(Saved entries)
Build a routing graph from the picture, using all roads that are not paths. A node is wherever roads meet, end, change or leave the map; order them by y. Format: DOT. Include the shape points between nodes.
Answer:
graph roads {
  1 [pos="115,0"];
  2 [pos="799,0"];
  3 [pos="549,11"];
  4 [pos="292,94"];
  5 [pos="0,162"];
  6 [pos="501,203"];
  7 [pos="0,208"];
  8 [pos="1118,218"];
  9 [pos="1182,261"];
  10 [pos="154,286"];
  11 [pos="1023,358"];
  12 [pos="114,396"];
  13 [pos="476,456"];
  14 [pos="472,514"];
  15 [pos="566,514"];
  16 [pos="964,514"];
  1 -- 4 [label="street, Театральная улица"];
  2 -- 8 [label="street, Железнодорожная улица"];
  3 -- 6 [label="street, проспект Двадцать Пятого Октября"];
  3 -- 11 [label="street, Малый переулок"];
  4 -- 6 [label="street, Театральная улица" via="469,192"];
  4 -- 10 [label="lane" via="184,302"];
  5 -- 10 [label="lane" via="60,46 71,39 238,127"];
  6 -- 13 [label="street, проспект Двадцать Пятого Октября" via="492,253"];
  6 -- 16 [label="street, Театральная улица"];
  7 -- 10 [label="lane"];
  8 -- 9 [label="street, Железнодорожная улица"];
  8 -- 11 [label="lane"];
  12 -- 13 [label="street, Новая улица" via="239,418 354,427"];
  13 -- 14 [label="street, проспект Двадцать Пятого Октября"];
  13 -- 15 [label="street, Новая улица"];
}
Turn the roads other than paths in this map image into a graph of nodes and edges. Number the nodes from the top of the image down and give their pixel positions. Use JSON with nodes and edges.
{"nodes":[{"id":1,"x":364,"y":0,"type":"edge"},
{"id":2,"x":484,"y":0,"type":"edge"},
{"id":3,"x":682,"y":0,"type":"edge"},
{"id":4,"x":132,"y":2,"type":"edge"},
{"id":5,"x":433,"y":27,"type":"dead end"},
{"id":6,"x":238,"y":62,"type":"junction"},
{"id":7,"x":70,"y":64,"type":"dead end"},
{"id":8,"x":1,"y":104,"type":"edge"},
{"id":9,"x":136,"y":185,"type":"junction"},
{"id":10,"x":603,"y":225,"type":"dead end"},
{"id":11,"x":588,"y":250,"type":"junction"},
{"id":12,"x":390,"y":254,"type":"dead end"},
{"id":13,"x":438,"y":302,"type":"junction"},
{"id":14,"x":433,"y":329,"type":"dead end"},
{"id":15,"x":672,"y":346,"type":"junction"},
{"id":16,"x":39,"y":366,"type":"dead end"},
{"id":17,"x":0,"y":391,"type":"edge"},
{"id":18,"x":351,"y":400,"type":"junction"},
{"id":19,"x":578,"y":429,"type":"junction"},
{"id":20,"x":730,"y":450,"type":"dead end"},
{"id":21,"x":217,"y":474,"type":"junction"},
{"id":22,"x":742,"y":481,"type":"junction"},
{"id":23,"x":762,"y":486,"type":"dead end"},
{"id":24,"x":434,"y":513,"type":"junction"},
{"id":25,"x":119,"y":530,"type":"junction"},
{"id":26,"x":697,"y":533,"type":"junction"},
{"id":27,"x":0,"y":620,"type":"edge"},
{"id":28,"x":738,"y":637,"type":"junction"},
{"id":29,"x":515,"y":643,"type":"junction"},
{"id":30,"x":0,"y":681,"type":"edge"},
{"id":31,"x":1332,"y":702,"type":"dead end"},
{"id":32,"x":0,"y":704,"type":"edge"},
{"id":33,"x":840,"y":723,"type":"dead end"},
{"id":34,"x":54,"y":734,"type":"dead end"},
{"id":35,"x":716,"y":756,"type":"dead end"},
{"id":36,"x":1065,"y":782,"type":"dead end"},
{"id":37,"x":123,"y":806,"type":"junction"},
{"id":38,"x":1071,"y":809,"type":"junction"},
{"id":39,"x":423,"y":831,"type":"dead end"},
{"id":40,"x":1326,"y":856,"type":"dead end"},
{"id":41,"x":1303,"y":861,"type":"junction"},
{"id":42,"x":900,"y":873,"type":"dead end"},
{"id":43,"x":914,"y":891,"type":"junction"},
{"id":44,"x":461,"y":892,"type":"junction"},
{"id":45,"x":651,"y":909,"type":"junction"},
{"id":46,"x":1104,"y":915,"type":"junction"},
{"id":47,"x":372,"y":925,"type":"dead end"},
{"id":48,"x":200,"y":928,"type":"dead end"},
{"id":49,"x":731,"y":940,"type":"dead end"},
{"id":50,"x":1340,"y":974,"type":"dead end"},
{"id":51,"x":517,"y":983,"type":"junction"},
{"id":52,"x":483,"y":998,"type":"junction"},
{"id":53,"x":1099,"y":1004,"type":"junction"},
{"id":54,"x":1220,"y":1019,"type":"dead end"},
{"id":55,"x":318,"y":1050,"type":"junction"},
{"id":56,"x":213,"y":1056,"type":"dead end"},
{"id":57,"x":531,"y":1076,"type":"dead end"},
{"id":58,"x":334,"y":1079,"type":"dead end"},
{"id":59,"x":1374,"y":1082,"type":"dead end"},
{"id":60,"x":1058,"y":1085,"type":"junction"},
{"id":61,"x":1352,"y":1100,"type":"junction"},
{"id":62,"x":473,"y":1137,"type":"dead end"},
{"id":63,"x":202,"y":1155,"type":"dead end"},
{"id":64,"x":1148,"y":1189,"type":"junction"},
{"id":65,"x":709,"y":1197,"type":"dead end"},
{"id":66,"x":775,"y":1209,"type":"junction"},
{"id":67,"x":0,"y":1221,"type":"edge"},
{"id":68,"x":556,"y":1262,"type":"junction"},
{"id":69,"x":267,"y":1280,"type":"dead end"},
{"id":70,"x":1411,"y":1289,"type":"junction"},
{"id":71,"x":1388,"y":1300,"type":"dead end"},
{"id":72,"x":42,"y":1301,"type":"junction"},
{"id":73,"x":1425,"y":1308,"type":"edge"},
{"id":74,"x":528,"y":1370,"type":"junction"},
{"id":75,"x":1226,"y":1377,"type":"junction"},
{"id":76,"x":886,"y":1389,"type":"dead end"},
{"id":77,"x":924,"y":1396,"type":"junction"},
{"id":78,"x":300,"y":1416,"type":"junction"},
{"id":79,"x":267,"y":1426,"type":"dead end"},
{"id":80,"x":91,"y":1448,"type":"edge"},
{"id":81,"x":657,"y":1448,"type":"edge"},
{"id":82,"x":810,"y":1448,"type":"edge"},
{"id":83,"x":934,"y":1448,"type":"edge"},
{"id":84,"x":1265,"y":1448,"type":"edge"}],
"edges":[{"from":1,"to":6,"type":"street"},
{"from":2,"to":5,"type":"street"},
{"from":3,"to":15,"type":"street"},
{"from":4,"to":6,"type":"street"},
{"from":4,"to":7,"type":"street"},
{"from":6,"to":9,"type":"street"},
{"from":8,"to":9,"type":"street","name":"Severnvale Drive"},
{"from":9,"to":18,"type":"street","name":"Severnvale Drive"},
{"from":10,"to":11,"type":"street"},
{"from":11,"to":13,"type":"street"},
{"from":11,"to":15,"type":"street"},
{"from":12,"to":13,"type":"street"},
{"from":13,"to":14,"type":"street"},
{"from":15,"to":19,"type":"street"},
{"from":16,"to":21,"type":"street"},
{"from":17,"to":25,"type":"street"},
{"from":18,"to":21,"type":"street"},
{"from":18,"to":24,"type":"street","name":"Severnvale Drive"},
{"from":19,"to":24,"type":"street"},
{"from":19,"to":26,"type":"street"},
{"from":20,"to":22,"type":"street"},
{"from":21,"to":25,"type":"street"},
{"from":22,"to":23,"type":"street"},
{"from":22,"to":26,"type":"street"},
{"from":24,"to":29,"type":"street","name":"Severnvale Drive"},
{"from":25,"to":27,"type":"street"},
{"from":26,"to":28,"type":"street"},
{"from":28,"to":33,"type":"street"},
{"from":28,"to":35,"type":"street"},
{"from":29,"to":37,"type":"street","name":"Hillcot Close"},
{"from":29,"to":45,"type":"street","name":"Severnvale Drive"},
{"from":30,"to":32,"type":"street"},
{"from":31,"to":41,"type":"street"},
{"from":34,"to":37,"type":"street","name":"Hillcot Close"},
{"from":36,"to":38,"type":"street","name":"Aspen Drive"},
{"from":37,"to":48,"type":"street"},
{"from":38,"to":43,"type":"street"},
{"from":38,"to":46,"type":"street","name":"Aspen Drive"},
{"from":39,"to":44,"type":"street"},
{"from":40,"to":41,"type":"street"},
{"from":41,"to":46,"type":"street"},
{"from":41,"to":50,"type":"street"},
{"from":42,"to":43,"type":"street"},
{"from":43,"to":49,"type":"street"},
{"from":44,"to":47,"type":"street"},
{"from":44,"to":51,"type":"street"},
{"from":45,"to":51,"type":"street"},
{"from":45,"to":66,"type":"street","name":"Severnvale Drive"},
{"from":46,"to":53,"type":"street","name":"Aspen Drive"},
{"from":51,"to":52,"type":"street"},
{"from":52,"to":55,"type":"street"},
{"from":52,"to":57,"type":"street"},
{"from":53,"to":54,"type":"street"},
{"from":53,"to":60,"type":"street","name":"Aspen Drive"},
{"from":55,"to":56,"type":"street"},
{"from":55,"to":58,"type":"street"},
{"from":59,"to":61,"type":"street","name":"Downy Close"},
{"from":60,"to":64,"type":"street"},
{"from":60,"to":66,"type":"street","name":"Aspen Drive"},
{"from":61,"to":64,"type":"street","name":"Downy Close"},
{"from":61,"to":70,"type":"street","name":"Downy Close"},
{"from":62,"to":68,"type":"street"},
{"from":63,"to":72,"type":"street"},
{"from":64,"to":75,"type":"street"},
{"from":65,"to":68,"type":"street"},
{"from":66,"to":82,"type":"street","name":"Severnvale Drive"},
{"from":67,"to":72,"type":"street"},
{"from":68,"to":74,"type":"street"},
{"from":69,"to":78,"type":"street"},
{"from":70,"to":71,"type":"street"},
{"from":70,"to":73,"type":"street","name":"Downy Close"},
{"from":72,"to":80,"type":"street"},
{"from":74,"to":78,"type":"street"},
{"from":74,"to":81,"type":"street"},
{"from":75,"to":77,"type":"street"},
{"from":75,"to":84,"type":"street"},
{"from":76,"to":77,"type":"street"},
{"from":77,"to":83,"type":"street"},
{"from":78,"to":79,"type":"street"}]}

* [WHAT YOU HAVE TO DO]:
Total lines holding "Hillcot" in the records: report this figure alone.

* [ANSWER]:
2